On behalf of the entire Senate, I would like to express our appreciation to Chancellor Maldonado for his visit to our February Faculty Senate Meeting.  He introduced us to the new Vice Chancellor for Planning and Institutional Effectiveness.  The senators appreciated the Chancellor’s full-throated endorsement of sustained academic rigor and enjoyed the opportunity to begin to get to know Dr. Ewen.  We thank the Chancellor for his continued interactions with the Faculty Senate and look forward to working with Dr. Ewen.

This month has been a busy one as we settle into the Spring semester.  Faculty are preparing for our Annual Faculty Conference, hosted by the Faculty Senate and overseen by the Professional Development Committee.  We hope that you will be able to drop by on March 4 at the DoubleTree downtown to get a glimpse of our faculty’s brilliance, innovative teaching strategies, and commitment to our students’ success.  The event will open with breakfast at 8 and ends at 2:00pm, culminating with our guest speaker, Dr. Paul Handstadt, a champion of general education, the liberal arts, creative/innovative thinking, and integrative learning, who also happens to be an English professor.

Last week, Dr. Beatty and the Student Success Division, led by Dr. Betty Fortune, hosted our first Pathways Institute for instructional leaders (deans, chairs, associate chairs, and program coordinators).  This vital event set the stage for the hard work necessary to launch our pathways program at scale in Fall 2017.  Drs. Andrea Burridge, Martha Oburn, and Misha Turner provided key disaggregated student data to underpin the necessity for this system overhaul.  Dr. Gretchen Schmidt, Executive Director of the Pathways Project for AACC, visited us to underscore the urgency of such a design change, and Susan Goll gave instructional leaders a glimpse of the plans for both Instructional Services and Student Services which aim to better serve all of our students.

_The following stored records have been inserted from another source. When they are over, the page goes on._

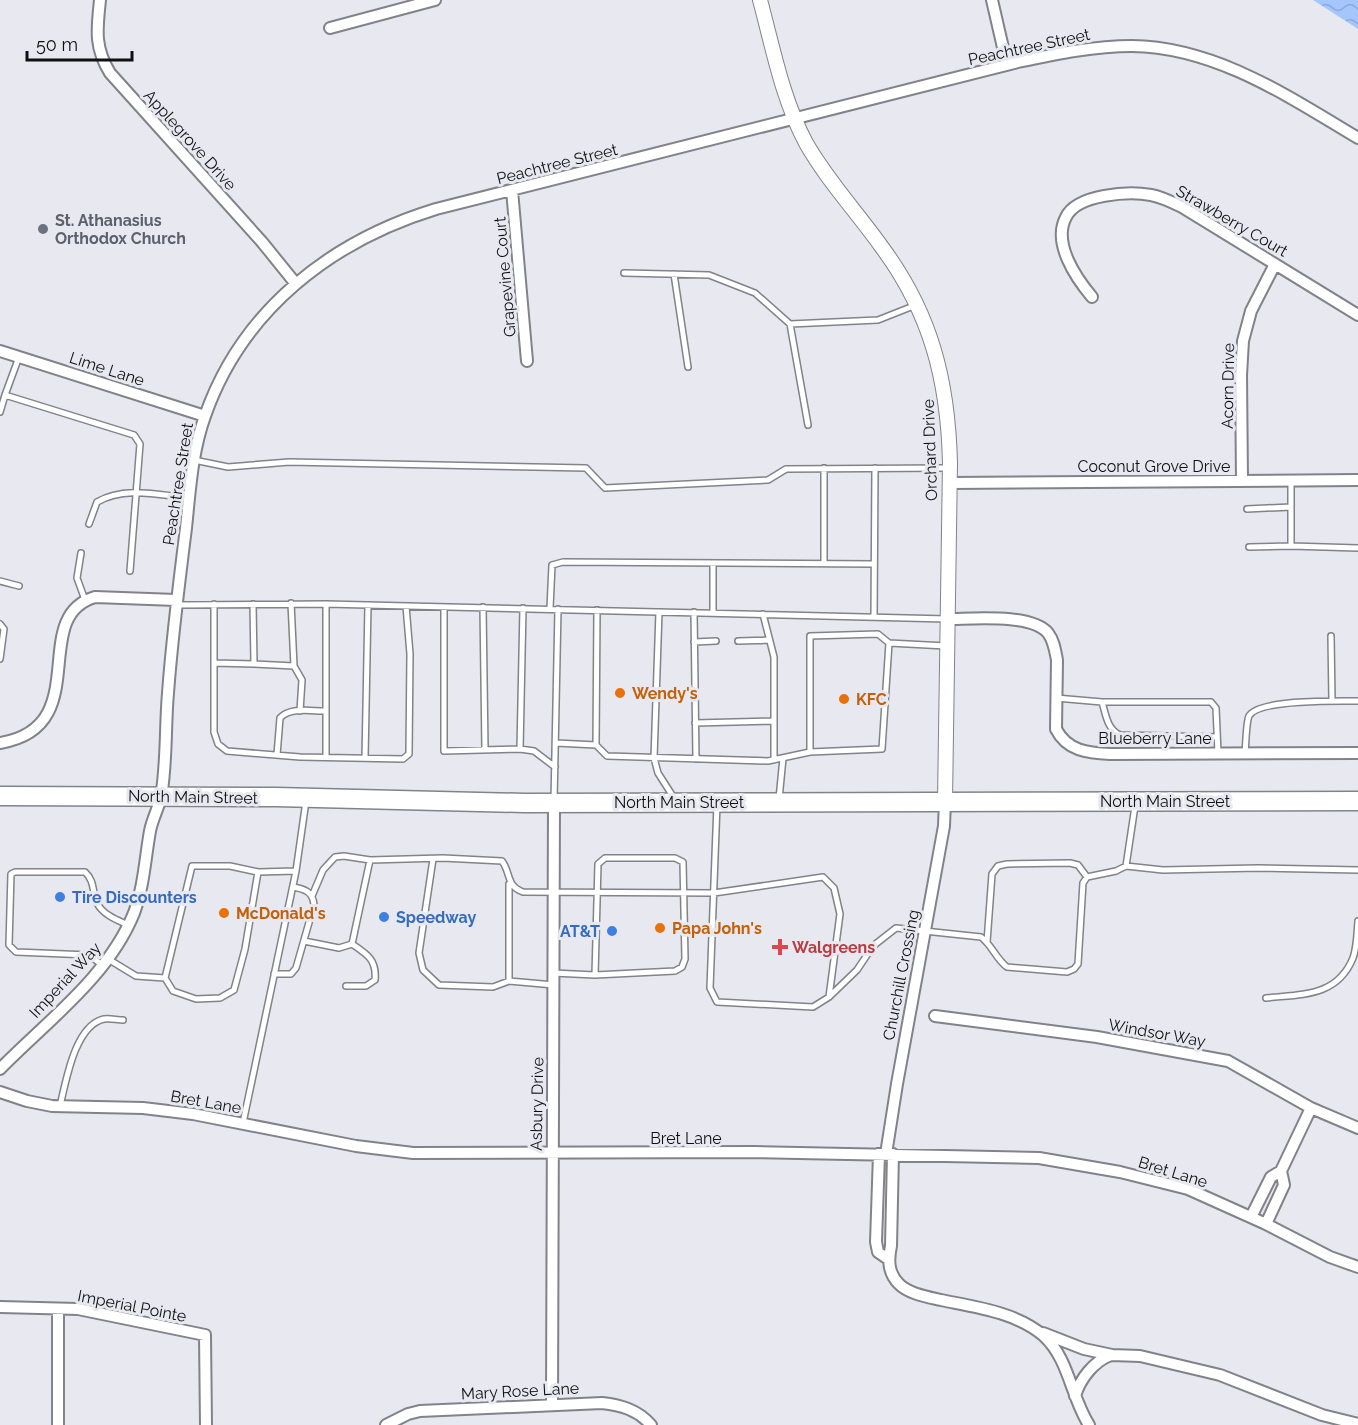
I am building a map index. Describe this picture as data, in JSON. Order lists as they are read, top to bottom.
{
  "streets": {
    "main road": ["North Main Street"],
    "street": [
      "Peachtree Street",
      "Applegrove Drive",
      "Strawberry Court",
      "Grapevine Court",
      "Lime Lane",
      "Acorn Drive",
      "Orchard Drive",
      "Coconut Grove Drive",
      "Blueberry Lane",
      "Churchill Crossing",
      "Imperial Way",
      "Windsor Way",
      "Bret Lane",
      "Asbury Drive",
      "Imperial Pointe",
      "Mary Rose Lane"
    ]
  },
  "crossings": [
    ["Peachtree Street", "Applegrove Drive"],
    ["Peachtree Street", "Grapevine Court"],
    ["Peachtree Street", "Lime Lane"],
    ["Peachtree Street", "Orchard Drive"],
    ["Peachtree Street", "North Main Street"],
    ["Peachtree Street", "Imperial Way"],
    ["Strawberry Court", "Acorn Drive"],
    ["Acorn Drive", "Coconut Grove Drive"],
    ["Orchard Drive", "Coconut Grove Drive"],
    ["Orchard Drive", "Blueberry Lane"],
    ["Orchard Drive", "North Main Street"],
    ["Orchard Drive", "Churchill Crossing"],
    ["North Main Street", "Churchill Crossing"],
    ["North Main Street", "Imperial Way"],
    ["North Main Street", "Asbury Drive"],
    ["Churchill Crossing", "Bret Lane"],
    ["Bret Lane", "Asbury Drive"],
    ["Asbury Drive", "Mary Rose Lane"]
  ],
  "places": {
    "other": [
      "St. Athanasius Orthodox Church",
      "Wendy's",
      "KFC",
      "Tire Discounters",
      "McDonald's",
      "Speedway",
      "Papa John's",
      "AT&T"
    ],
    "health": ["Walgreens"]
  },
  "scale_bar": "50 m"
}
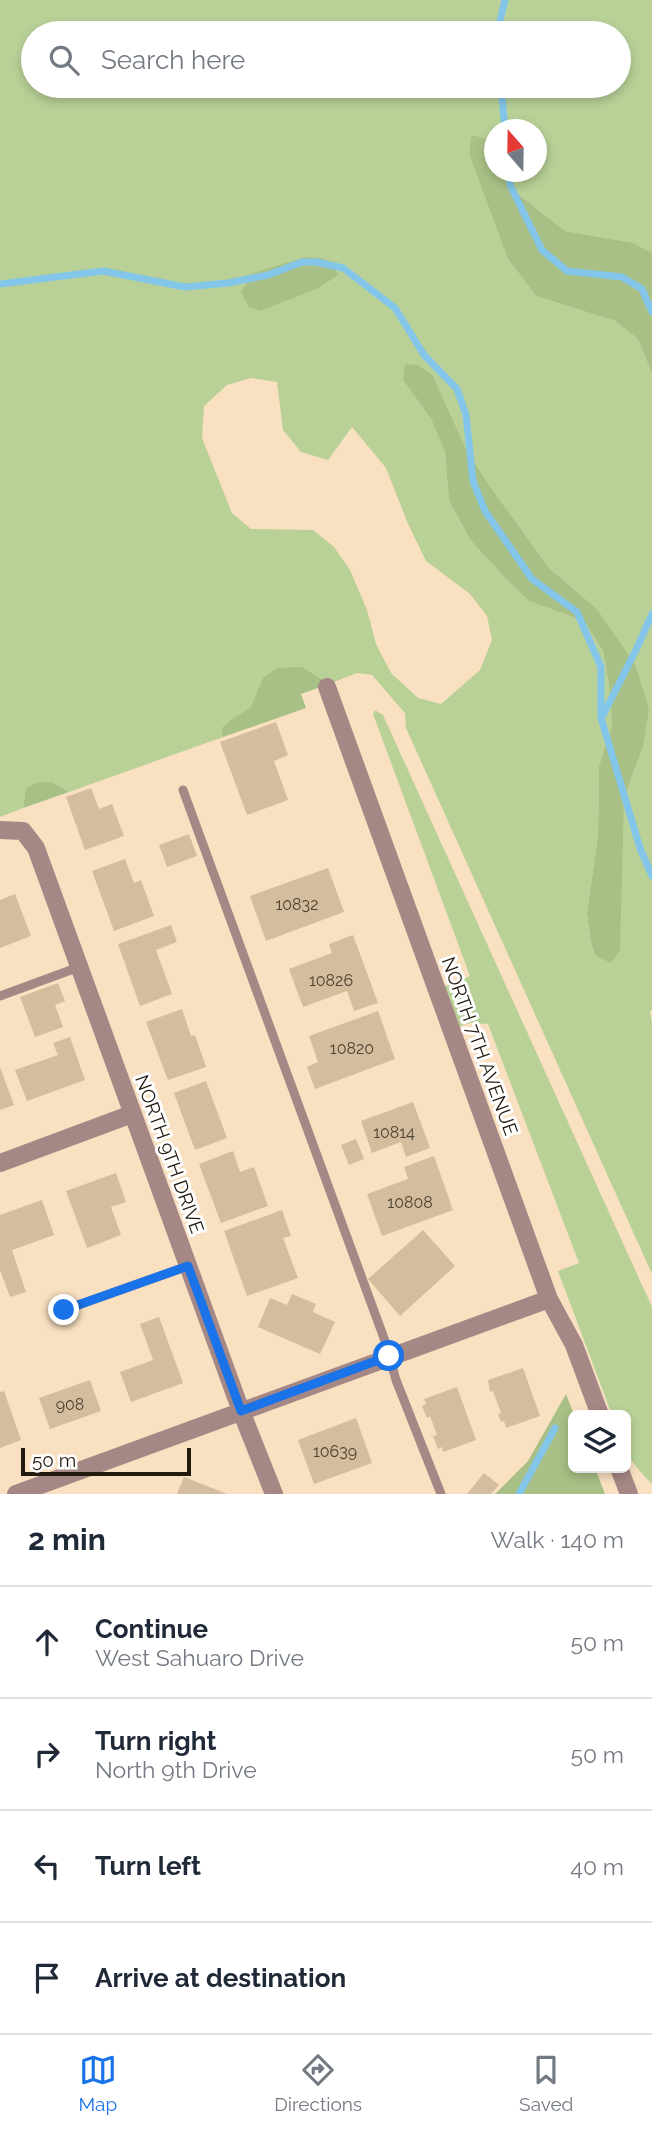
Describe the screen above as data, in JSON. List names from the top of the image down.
{
  "streets": {
    "street": ["NORTH 7TH AVENUE", "NORTH 9TH DRIVE"]
  },
  "house_numbers": [
    "10832",
    "10826",
    "10820",
    "10814",
    "10808",
    "908",
    "10639"
  ],
  "scale_bar": "50 m",
  "north": "top",
  "page": {
    "search": "Search here",
    "scale": "50 m",
    "heading": ["2 min", "Walk · 140 m"],
    "list": [
      ["Continue", "West Sahuaro Drive", "50 m"],
      ["Turn right", "North 9th Drive", "50 m"],
      ["Turn left", "40 m"],
      "Arrive at destination"
    ],
    "nav": ["Map", "Directions", "Saved"]
  }
}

I just returned today from the annual Achieving the Dream Conference where I had the opportunity to attend Dr. Beatty’s and Dr. Misha Turner’s presentation about HCC’s transition to a college which values a culture of evidence.  In this presentation, Dr. Beatty described HCC’s transformation in the last two years, and I was reminded again of the hard, wonderful, vital work we have accomplished in a relatively short time.  Grappling with our data and investigating the key questions this evidence raises allows us to see clearly what we do well and what we can certainly do better.  We are currently an Achieving the Dream Leader College.  Should we succeed with our redesign to a pathways system which foregrounds student success and completion—which puts students at the heart of what we do, which aims for equity and inclusive excellence–I am confident that we will be THE Leader College within the next two years.   (Be warned, I came back with ideas, and you know there’s nothing quite like faculty who have ideas.)

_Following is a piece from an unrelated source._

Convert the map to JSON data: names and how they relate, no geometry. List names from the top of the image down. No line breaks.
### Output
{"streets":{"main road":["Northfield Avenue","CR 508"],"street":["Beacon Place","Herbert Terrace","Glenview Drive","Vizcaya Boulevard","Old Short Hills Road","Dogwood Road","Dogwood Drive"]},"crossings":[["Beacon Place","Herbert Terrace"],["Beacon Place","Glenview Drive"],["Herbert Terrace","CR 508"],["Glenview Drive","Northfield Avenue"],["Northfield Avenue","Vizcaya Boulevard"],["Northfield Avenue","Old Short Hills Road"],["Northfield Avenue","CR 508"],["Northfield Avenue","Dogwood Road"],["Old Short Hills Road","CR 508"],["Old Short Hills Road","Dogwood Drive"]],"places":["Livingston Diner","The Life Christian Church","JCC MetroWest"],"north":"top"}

Many of our faculty are attending the annual 70th Annual TCCTA Convention which begins today.  This event is a premiere professional development opportunity for community college educators, offering over 150 discipline specific sessions as well as nationally renowned speakers.  Serving over 1500 community college experts across the state, this convention offers our faculty an invaluable opportunity to network with their peers.  Once again, I would like to express our appreciation for the professional development funds assigned to each full-time professor, for these faculty will return to their students renewed and inspired.

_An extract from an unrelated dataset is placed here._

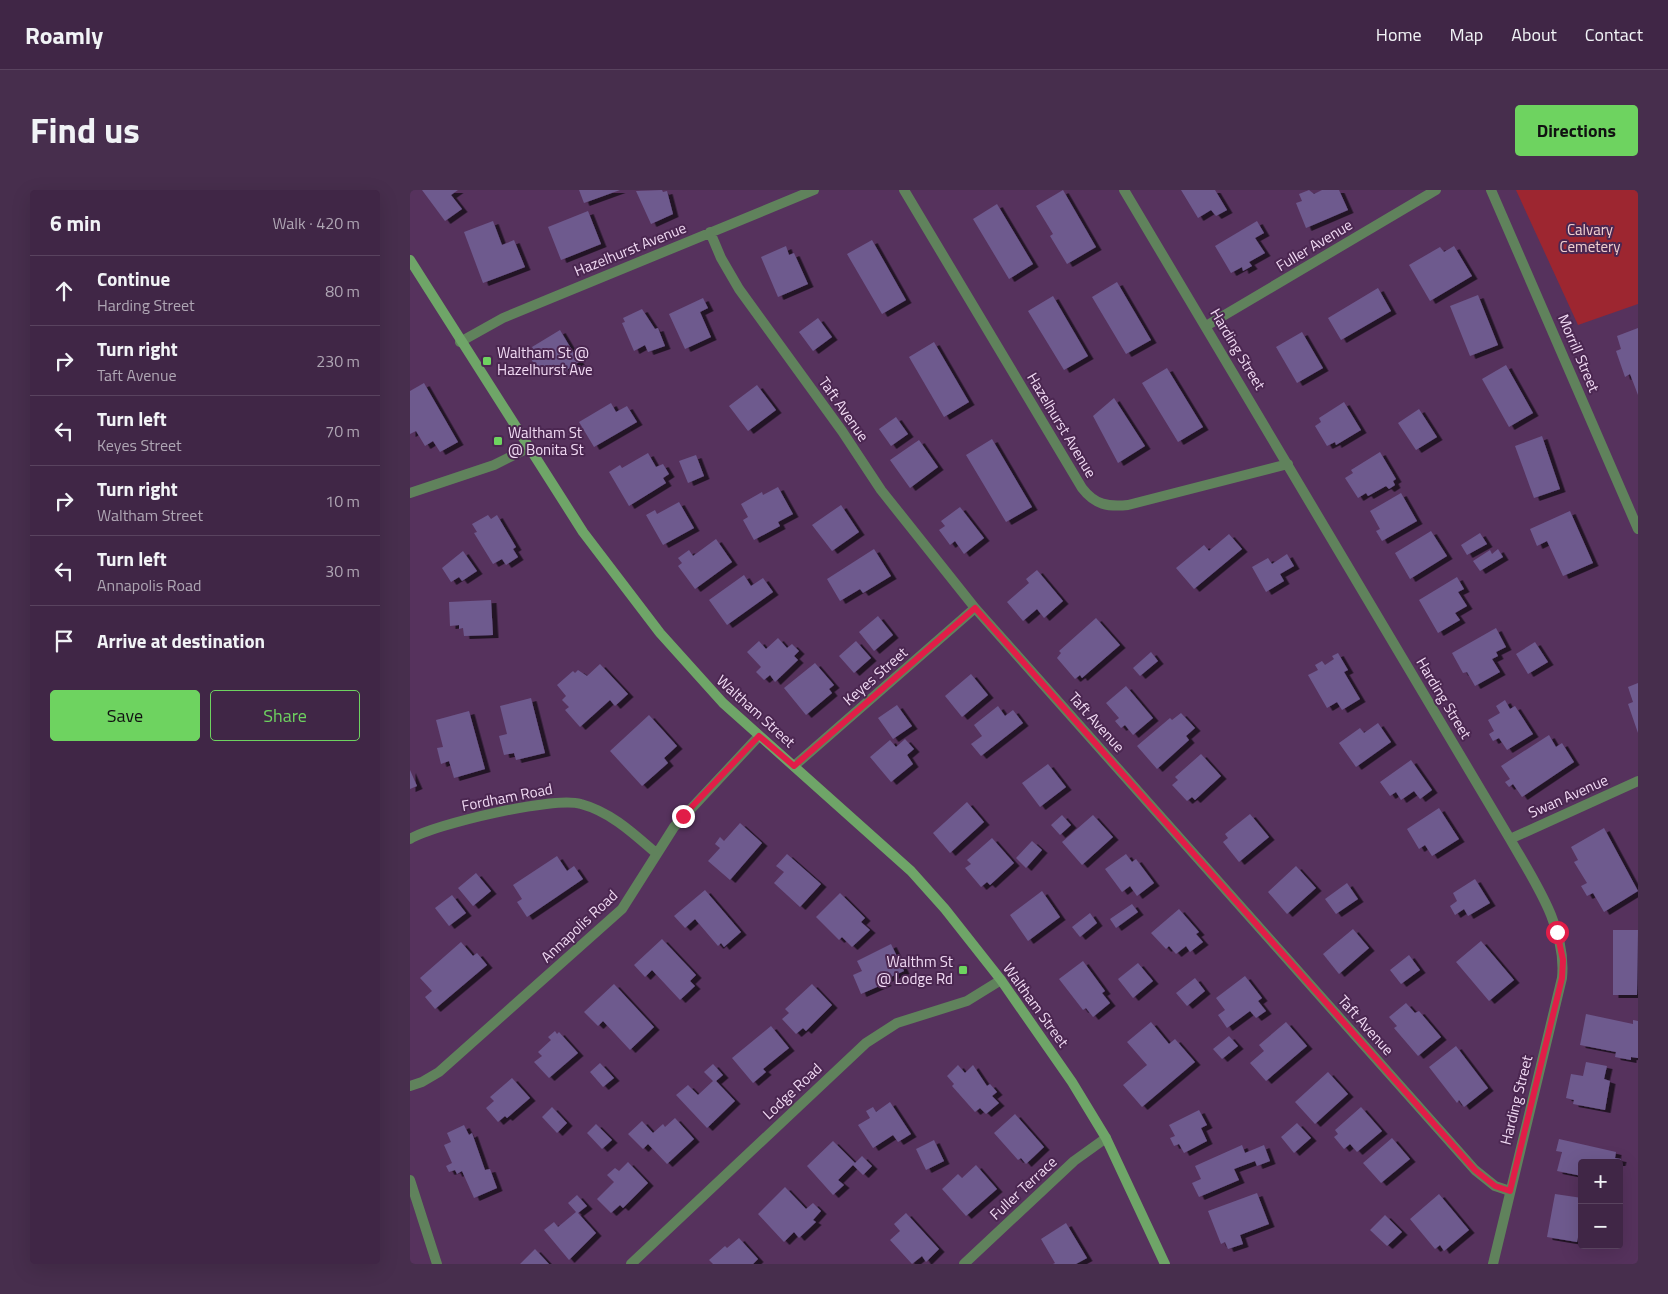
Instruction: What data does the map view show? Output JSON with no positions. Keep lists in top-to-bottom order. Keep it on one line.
{"streets":{"main road":["Waltham Street"],"street":["Fuller Avenue","Hazelhurst Avenue","Harding Street","Morrill Street","Taft Avenue","Keyes Street","Swan Avenue","Fordham Road","Annapolis Road","Lodge Road","Fuller Terrace"]},"crossings":[["Fuller Avenue","Harding Street"],["Hazelhurst Avenue","Harding Street"],["Hazelhurst Avenue","Taft Avenue"],["Hazelhurst Avenue","Waltham Street"],["Harding Street","Taft Avenue"],["Harding Street","Swan Avenue"],["Taft Avenue","Keyes Street"],["Keyes Street","Waltham Street"],["Waltham Street","Annapolis Road"],["Waltham Street","Lodge Road"],["Waltham Street","Fuller Terrace"],["Fordham Road","Annapolis Road"]],"parks":["Calvary Cemetery"],"places":{"transit":["Waltham St @ Hazelhurst Ave","Waltham St @ Bonita St","Walthm St @ Lodge Rd"]},"page":{"header":"Roamly","nav":["Home","Map","About","Contact"],"title":"Find us","buttons":["Directions",["Save","Share"]],"heading":["6 min","Walk · 420 m"],"list":[["Continue","Harding Street","80 m"],["Turn right","Taft Avenue","230 m"],["Turn left","Keyes Street","70 m"],["Turn right","Waltham Street","10 m"],["Turn left","Annapolis Road","30 m"],"Arrive at destination"],"map_buttons":["+","−"]}}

Lastly, I have begun my spring listening tour and have visited a couple of campuses so far.  I am actively and empathetically listening to faculty, to their successes and to their concerns about some of the day-to-day operations at their campuses.  As one brilliant colleague puts it, “routine things should be done routinely,” and I will be reaching out during the next few weeks to those leaders and administrators who are in positions to help eliminate unnecessary redundancies, navigate or eliminate bureaucratic bottlenecks, and streamline business processes.  Supporting and empowering faculty is fundamental to our shared mission: inclusive excellence, student completion aided by career and college pathways, and positive student experiences that span the life-cycle of a student at Houston’s Community College.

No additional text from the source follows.